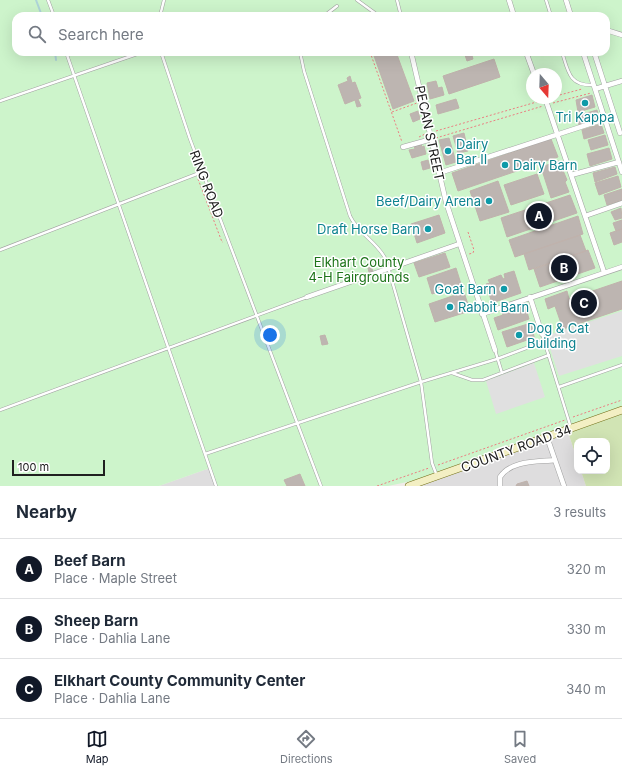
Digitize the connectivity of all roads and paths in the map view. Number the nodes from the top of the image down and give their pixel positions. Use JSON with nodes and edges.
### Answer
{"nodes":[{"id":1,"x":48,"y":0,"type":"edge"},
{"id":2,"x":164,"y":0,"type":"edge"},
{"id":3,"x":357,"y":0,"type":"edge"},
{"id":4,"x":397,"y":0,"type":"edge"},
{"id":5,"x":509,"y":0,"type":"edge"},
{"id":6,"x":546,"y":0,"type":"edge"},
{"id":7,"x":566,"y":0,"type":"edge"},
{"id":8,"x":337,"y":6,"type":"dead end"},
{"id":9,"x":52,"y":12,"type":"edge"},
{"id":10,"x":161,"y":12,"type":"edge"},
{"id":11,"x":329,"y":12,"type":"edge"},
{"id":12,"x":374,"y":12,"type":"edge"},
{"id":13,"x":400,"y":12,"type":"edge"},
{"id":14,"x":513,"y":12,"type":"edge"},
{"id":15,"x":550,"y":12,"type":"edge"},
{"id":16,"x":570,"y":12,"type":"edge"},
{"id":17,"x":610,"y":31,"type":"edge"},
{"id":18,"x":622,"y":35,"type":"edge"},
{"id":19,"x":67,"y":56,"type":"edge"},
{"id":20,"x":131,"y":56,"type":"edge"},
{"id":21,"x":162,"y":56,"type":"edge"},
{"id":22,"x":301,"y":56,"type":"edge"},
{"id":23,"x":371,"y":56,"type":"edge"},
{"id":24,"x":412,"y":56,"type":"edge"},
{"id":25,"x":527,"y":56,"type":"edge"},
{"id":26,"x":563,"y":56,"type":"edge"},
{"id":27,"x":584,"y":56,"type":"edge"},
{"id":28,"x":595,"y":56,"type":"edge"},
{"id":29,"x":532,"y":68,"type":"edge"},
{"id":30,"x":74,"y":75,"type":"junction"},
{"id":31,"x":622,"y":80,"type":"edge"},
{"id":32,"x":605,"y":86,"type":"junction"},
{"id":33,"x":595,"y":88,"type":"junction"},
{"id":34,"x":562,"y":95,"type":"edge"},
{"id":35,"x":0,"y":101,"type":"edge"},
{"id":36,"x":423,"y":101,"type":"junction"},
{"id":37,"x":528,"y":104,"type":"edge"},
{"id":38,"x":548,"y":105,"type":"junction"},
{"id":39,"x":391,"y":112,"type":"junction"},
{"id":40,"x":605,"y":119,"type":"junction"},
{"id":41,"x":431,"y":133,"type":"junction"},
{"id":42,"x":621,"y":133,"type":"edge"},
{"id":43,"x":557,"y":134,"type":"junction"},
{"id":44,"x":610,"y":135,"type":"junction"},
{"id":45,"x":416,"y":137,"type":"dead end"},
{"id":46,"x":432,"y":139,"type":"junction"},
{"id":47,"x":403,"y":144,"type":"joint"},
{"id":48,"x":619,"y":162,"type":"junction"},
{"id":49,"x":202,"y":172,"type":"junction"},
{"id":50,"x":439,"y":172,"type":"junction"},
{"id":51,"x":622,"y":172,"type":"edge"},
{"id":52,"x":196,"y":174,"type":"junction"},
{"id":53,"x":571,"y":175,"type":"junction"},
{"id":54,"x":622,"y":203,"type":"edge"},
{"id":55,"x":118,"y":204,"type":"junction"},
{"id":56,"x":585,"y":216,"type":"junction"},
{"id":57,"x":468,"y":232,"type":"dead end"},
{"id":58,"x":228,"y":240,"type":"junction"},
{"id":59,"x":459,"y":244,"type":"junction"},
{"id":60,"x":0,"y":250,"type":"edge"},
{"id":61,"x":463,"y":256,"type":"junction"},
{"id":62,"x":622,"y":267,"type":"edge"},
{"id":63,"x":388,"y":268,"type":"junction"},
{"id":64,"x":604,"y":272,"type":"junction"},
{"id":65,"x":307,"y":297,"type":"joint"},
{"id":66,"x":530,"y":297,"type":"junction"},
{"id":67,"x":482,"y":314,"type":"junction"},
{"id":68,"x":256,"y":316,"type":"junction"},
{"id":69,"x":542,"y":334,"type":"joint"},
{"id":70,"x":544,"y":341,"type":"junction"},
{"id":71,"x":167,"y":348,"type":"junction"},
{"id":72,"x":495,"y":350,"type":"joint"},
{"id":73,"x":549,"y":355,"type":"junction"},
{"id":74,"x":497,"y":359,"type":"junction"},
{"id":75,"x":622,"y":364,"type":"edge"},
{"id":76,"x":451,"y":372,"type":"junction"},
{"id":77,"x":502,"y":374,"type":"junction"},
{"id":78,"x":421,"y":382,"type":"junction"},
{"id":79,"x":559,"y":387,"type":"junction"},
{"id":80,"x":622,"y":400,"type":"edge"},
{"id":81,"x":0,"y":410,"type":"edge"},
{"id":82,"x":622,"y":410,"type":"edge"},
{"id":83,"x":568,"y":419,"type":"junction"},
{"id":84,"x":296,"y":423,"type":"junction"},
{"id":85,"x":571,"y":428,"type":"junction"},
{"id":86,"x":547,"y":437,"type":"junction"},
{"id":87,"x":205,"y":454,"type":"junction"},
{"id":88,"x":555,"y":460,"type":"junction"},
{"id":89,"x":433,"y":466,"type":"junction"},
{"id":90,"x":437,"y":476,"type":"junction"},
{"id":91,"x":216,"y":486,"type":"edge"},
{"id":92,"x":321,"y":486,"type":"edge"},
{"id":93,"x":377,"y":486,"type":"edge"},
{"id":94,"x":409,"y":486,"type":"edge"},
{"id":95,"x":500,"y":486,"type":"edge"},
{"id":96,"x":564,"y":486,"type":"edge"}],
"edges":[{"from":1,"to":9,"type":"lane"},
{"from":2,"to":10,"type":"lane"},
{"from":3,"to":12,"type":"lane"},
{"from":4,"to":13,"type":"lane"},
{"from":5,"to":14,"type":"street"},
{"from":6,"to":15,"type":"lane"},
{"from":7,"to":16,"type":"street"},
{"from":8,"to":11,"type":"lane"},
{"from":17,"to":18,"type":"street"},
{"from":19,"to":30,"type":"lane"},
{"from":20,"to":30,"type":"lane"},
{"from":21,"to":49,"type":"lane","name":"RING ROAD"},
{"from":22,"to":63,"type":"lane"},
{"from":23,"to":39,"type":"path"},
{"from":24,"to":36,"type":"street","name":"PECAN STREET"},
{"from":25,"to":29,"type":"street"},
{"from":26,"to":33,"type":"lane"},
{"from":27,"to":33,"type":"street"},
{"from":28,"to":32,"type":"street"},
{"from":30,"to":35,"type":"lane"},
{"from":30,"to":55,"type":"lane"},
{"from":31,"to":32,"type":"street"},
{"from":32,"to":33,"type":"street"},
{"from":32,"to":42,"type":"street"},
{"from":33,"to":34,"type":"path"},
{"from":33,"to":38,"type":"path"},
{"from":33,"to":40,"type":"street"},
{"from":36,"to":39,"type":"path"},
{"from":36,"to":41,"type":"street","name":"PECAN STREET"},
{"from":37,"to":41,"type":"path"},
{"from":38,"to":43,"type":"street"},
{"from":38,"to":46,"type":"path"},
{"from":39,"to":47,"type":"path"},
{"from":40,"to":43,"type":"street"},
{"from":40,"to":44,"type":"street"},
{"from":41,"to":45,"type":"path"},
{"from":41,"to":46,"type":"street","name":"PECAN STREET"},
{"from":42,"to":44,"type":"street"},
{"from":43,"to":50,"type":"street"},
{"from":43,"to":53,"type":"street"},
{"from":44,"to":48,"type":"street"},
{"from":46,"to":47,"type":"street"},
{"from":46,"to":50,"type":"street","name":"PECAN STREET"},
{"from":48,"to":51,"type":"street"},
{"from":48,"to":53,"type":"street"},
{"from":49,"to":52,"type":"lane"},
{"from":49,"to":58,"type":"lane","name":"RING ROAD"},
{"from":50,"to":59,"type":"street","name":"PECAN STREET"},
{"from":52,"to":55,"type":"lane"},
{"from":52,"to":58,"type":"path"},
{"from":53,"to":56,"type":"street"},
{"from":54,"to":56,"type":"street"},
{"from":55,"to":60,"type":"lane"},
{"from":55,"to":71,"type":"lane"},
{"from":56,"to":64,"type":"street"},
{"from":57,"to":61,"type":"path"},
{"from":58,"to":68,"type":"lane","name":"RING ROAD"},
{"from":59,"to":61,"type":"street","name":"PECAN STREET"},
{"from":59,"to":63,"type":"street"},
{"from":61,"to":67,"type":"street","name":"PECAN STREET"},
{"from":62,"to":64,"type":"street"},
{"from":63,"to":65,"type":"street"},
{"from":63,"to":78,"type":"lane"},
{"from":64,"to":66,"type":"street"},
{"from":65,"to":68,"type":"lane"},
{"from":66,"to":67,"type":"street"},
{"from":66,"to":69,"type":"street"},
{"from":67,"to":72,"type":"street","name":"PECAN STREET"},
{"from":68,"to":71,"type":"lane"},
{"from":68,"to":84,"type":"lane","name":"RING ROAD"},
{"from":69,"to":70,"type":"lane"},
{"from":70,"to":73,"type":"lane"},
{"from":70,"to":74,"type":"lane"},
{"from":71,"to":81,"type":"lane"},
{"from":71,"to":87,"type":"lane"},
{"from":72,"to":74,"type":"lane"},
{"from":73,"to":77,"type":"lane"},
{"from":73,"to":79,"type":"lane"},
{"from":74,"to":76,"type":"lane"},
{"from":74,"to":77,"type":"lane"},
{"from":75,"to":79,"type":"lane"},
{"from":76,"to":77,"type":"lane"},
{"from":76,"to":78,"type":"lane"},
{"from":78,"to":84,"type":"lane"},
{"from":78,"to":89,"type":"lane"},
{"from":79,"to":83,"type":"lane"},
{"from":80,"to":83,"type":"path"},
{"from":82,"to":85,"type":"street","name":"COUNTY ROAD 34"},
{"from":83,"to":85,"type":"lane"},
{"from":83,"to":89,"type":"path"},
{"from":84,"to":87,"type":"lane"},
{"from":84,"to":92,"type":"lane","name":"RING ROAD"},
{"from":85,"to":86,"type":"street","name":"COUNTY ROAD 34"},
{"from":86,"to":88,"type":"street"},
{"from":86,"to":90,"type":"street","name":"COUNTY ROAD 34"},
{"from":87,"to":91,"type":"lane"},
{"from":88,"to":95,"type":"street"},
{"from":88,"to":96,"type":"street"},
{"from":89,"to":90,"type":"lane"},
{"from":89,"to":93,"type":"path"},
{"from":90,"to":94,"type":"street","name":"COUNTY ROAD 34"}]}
★ ★ ★ ★ ★
*What to produce*:
Note every line of the records that holds the word "COUNTY", and copy it.

*The answer*:
{"from":82,"to":85,"type":"street","name":"COUNTY ROAD 34"},
{"from":85,"to":86,"type":"street","name":"COUNTY ROAD 34"},
{"from":86,"to":90,"type":"street","name":"COUNTY ROAD 34"},
{"from":90,"to":94,"type":"street","name":"COUNTY ROAD 34"}]}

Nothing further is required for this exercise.